5 Books About Losing a Child That Have Wrecked Me
I can only read Jayson Greene’s Once More We Saw Stars when I’m alone. Every time I crack open the book and read more than two lines, I begin weeping, leaking tears and snot all over my shirt front.
Nobody needs to see that.
The book is a memoir from a man who lost his 2-year-old daughter to the most pointless and random accident—and that’s only the beginning. If you can inch your way past this horrific tragedy, you eventually make your way into a gorgeously written account of not only grief and loss, but also hope and healing. But it’s a tough road to get there.
As the mother of a 4-year-old, this book feels especially heartbreaking. As I read, the book can’t help but serve as a reminder of how helpless I am. After all, though I want to protect my daughter from everything that might touch her, I can’t. No one can.

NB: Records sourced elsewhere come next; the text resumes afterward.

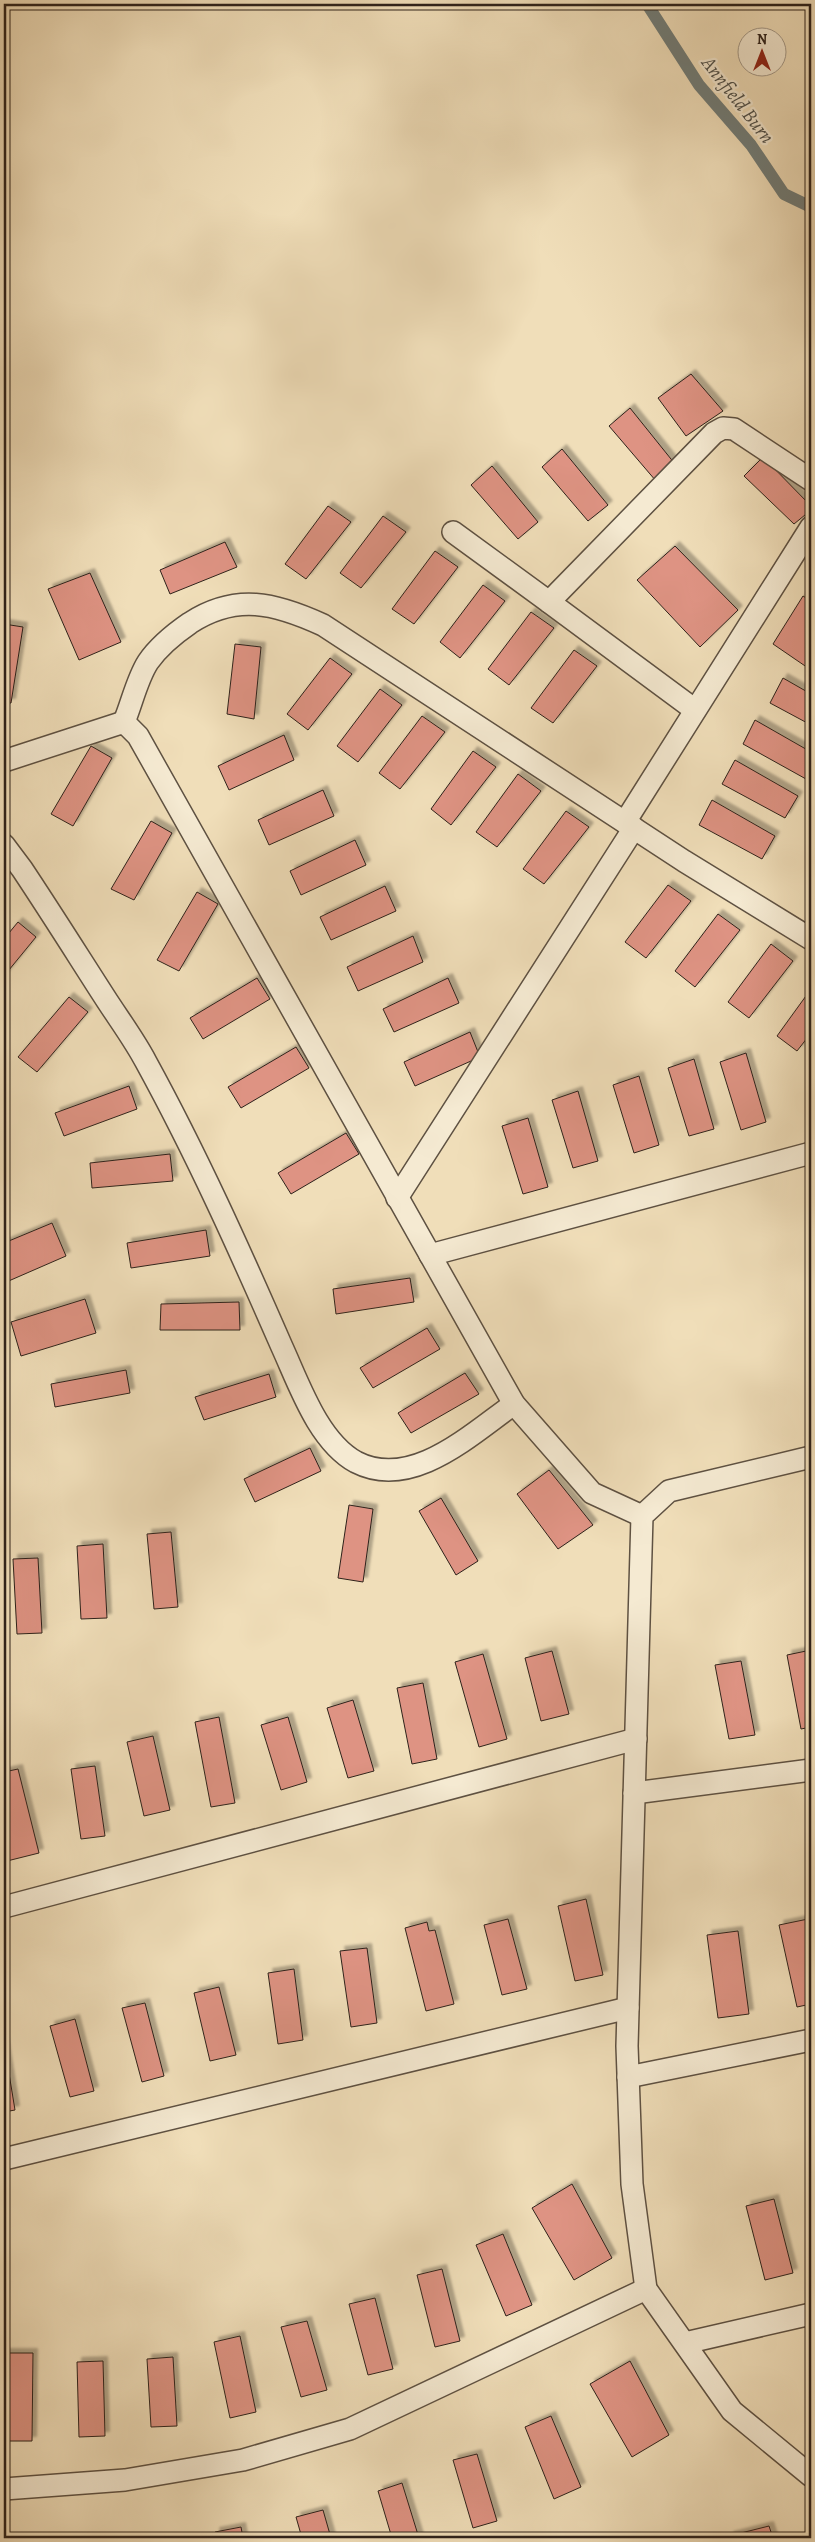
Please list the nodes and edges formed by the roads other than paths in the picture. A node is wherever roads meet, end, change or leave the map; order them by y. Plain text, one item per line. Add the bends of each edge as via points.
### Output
1 (811, 480) edge
2 (811, 527) edge
3 (453, 532) dead end
4 (549, 602) junction
5 (696, 710) junction
6 (124, 722) junction
7 (4, 761) edge
8 (629, 825) junction
9 (4, 845) edge
10 (811, 939) edge
11 (811, 1153) edge
12 (398, 1198) junction
13 (430, 1255) junction
14 (514, 1404) junction
15 (811, 1457) edge
16 (642, 1516) junction
17 (636, 1739) junction
18 (811, 1770) edge
19 (634, 1793) junction
20 (4, 1907) edge
21 (628, 2008) junction
22 (811, 2040) edge
23 (628, 2078) junction
24 (4, 2159) edge
25 (646, 2289) junction
26 (811, 2314) edge
27 (685, 2343) junction
28 (811, 2476) edge
29 (4, 2489) edge

1 - 4 lane via 734,429 723,428 714,433
2 - 5 lane
3 - 4 lane
4 - 5 lane
5 - 8 lane
6 - 7 lane
6 - 8 lane via 148,662 171,636 206,613 234,604 263,604 294,612 323,625
6 - 12 lane via 138,736
8 - 10 lane
8 - 12 lane
9 - 14 lane via 146,1060 222,1210 300,1388 322,1429 355,1461 375,1469 396,1471 423,1463 449,1449
11 - 13 lane
12 - 13 lane
13 - 14 lane
14 - 16 lane via 592,1493
15 - 16 lane via 670,1491
16 - 17 lane
17 - 19 lane
17 - 20 lane
18 - 19 lane
19 - 21 lane
21 - 23 lane
21 - 24 lane
22 - 23 lane
23 - 25 lane via 632,2184
25 - 27 lane
25 - 29 lane via 350,2429 243,2460 125,2480
26 - 27 lane
27 - 28 lane via 732,2411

“No one had warned me that with a child comes death,” wrote author Claudia Dey in The Paris Review, in a piece that resonated deeply. “Death slinks into your mind. It circles your growing body, and once your child has left it, death circles him too.”
But as much as books like this rip my heart to shreds, I find that I can’t stop reading them. I’m not sure why. Maybe the books in some way legitimize my many neuroses? Maybe the reading and the crying and the reading and the crying is a catharsis?

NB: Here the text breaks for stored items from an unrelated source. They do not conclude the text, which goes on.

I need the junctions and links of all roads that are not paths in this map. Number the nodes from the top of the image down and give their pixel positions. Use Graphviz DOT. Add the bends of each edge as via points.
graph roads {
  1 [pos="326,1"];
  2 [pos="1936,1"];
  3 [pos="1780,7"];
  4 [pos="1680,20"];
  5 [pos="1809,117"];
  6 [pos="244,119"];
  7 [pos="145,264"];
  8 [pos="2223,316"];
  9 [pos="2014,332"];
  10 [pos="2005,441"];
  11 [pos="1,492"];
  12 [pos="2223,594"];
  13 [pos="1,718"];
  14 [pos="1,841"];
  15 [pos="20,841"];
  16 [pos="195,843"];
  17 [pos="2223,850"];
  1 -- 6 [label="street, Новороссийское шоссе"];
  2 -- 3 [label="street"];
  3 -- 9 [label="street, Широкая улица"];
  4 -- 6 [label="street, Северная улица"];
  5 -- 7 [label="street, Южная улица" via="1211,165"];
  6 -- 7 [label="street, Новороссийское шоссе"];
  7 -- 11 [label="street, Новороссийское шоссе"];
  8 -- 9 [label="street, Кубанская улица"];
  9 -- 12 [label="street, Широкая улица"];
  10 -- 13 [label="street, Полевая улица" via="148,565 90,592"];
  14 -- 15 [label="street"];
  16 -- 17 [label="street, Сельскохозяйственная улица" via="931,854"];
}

Whatever it is, there are several grief memoirs in this vein that have stayed with me. Greene’s book is one of them. Here are four more:
Wave by Sonali Deraniyagala
This is the account of a woman who loses everyone she loves in a tsunami off the coast of Sri Lanka—including her two sons. Deraniyagala is the sole survivor, and the book recounts the years of grief she experiences after her loss. In fact, she has yet to find healing by the end of her book, and her ongoing despair feels unbearable. All the reader can do is bear witness to her pain.
Poor Your Soul by Mira Ptacin
I put off reading this grief memoir about a pregnancy the author was forced to terminate due to the revelation that the fetus was carrying a number of birth defects and would have no choice of surviving outside the womb. I had recently grit my teeth through several years of infertility, and the premise of the book scared me. But Ptacin’s book is a master class in memoir writing, and her story of tough decisions, inner strength, and moving forward is inspiring.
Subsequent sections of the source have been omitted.